[Recorded data]
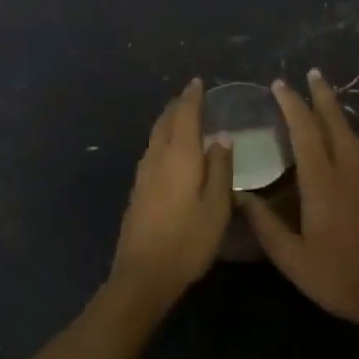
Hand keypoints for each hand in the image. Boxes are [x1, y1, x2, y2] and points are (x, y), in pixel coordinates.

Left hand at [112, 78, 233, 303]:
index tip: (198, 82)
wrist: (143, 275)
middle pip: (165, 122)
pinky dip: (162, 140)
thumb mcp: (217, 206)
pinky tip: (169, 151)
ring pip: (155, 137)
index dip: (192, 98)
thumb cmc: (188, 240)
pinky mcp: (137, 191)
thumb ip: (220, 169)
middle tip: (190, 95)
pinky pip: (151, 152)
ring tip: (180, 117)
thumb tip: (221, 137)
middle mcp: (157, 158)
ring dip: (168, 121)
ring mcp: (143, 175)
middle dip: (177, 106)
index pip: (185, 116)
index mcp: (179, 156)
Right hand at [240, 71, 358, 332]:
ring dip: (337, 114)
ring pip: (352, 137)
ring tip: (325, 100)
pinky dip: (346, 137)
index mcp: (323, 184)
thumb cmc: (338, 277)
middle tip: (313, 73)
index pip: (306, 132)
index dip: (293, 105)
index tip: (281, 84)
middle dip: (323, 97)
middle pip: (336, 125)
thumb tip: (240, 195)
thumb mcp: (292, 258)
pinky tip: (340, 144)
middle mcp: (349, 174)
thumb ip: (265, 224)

WORK TO COMPLETE: Output all the entries exactly, minus any pictures.

RESULT OF THIS TASK:
Hand keypoints for each hand in the image. Boxes are [x1, y1, x2, y2] and points are (x, y), in pixel coordinates.

Left hand at [112, 78, 233, 303]:
index tip: (198, 82)
wrist: (143, 275)
middle pip: (165, 122)
pinky dip: (162, 140)
thumb mcp: (217, 206)
pinky tip: (169, 151)
ring pip: (155, 137)
index dip: (192, 98)
thumb cmc: (188, 240)
pinky mcp: (137, 191)
thumb ip: (220, 169)
middle tip: (190, 95)
pinky pip: (151, 152)
ring tip: (180, 117)
thumb tip: (221, 137)
middle mcp: (157, 158)
ring dip: (168, 121)
ring mcp: (143, 175)
middle dip: (177, 106)
index pip: (185, 116)
index mcp: (179, 156)
Right hand at [240, 71, 358, 332]:
ring dip: (337, 114)
ring pip: (352, 137)
ring tip: (325, 100)
pinky dip: (346, 137)
index mcp: (323, 184)
thumb cmc: (338, 277)
middle tip: (313, 73)
index pip: (306, 132)
index dip: (293, 105)
index tip: (281, 84)
middle dip: (323, 97)
middle pip: (336, 125)
thumb tip: (240, 195)
thumb mcp: (292, 258)
pinky tip: (340, 144)
middle mcp: (349, 174)
thumb ip: (265, 224)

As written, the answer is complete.